**WORK INSTRUCTION**
Produce one exact copy of the records, no pictures.
[MATERIAL TO PROCESS]
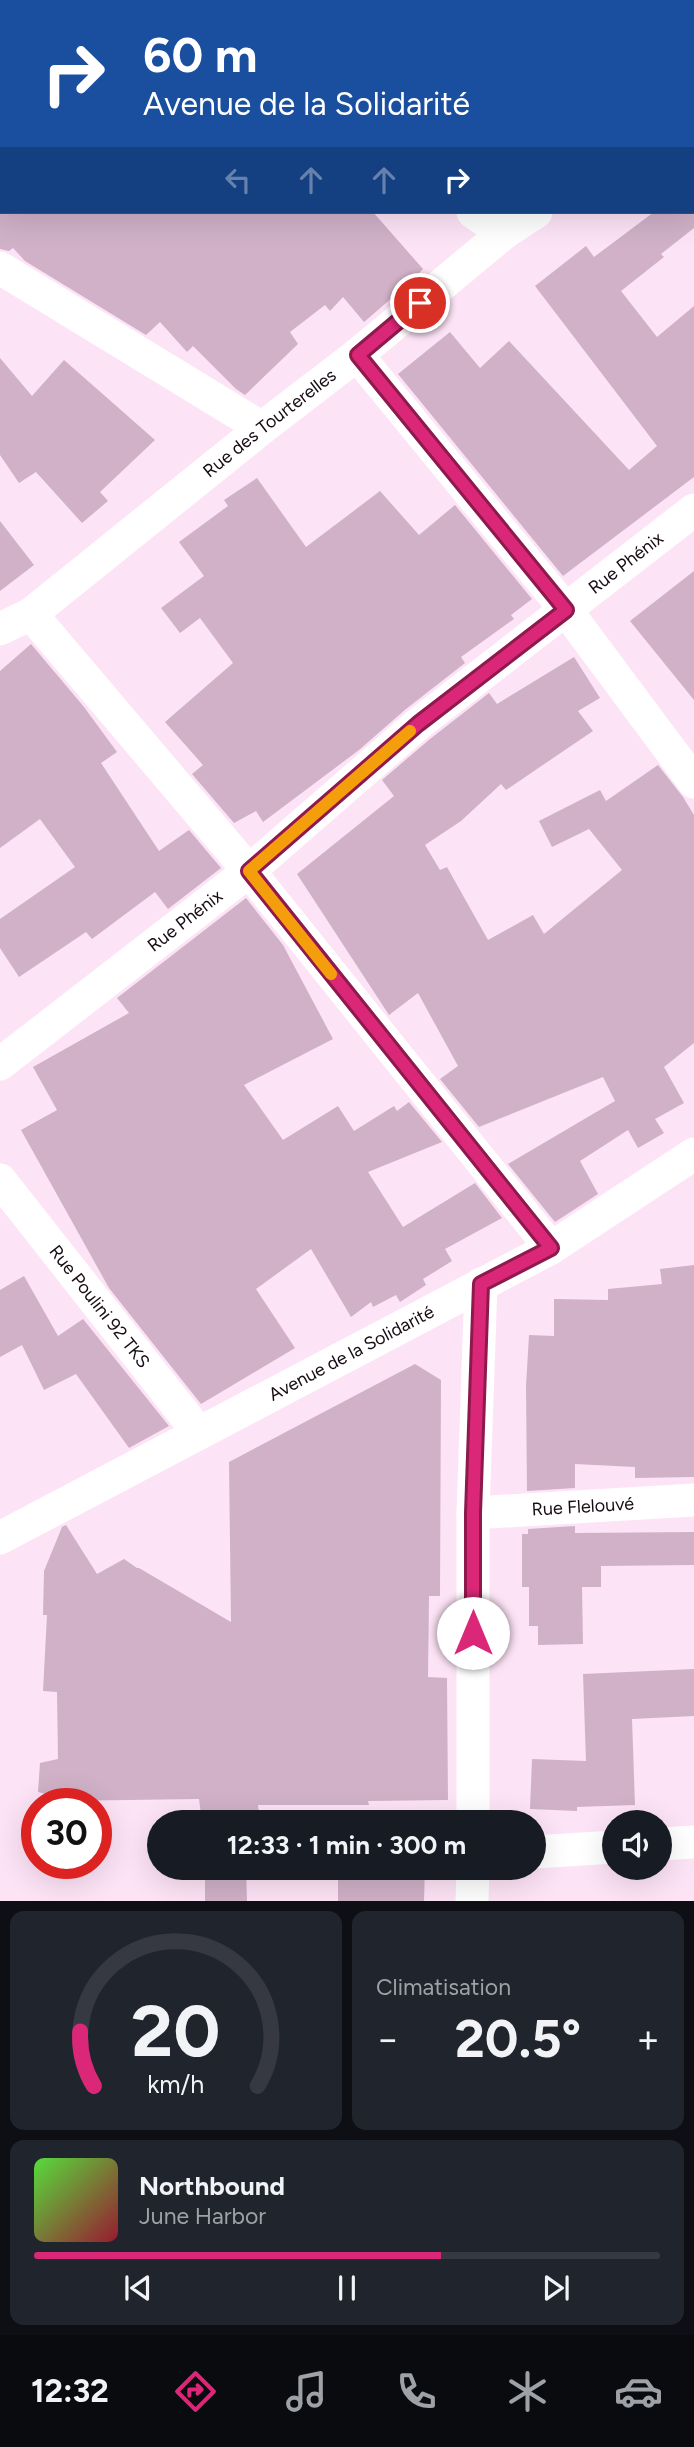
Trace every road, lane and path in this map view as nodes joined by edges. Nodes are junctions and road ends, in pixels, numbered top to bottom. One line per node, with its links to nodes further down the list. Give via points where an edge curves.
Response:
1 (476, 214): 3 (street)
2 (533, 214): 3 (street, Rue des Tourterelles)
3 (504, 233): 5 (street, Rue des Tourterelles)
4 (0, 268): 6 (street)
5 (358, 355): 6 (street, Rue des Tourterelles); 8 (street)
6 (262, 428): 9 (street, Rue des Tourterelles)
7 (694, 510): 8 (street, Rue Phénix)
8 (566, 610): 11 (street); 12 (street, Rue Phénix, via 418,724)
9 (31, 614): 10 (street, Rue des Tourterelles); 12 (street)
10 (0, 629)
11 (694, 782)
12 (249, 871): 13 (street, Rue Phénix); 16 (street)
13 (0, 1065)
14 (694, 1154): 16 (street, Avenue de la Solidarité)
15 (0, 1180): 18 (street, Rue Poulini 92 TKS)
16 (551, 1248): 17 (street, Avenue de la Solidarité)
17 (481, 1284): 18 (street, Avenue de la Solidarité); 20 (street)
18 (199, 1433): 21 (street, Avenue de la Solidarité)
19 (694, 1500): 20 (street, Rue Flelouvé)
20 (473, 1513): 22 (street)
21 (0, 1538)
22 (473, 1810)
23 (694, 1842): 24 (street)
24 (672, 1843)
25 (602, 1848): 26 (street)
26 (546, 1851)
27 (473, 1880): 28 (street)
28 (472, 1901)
[/MATERIAL TO PROCESS]
**REPLY**
Trace every road, lane and path in this map view as nodes joined by edges. Nodes are junctions and road ends, in pixels, numbered top to bottom. One line per node, with its links to nodes further down the list. Give via points where an edge curves.
Response:
1 (476, 214): 3 (street)
2 (533, 214): 3 (street, Rue des Tourterelles)
3 (504, 233): 5 (street, Rue des Tourterelles)
4 (0, 268): 6 (street)
5 (358, 355): 6 (street, Rue des Tourterelles); 8 (street)
6 (262, 428): 9 (street, Rue des Tourterelles)
7 (694, 510): 8 (street, Rue Phénix)
8 (566, 610): 11 (street); 12 (street, Rue Phénix, via 418,724)
9 (31, 614): 10 (street, Rue des Tourterelles); 12 (street)
10 (0, 629)
11 (694, 782)
12 (249, 871): 13 (street, Rue Phénix); 16 (street)
13 (0, 1065)
14 (694, 1154): 16 (street, Avenue de la Solidarité)
15 (0, 1180): 18 (street, Rue Poulini 92 TKS)
16 (551, 1248): 17 (street, Avenue de la Solidarité)
17 (481, 1284): 18 (street, Avenue de la Solidarité); 20 (street)
18 (199, 1433): 21 (street, Avenue de la Solidarité)
19 (694, 1500): 20 (street, Rue Flelouvé)
20 (473, 1513): 22 (street)
21 (0, 1538)
22 (473, 1810)
23 (694, 1842): 24 (street)
24 (672, 1843)
25 (602, 1848): 26 (street)
26 (546, 1851)
27 (473, 1880): 28 (street)
28 (472, 1901)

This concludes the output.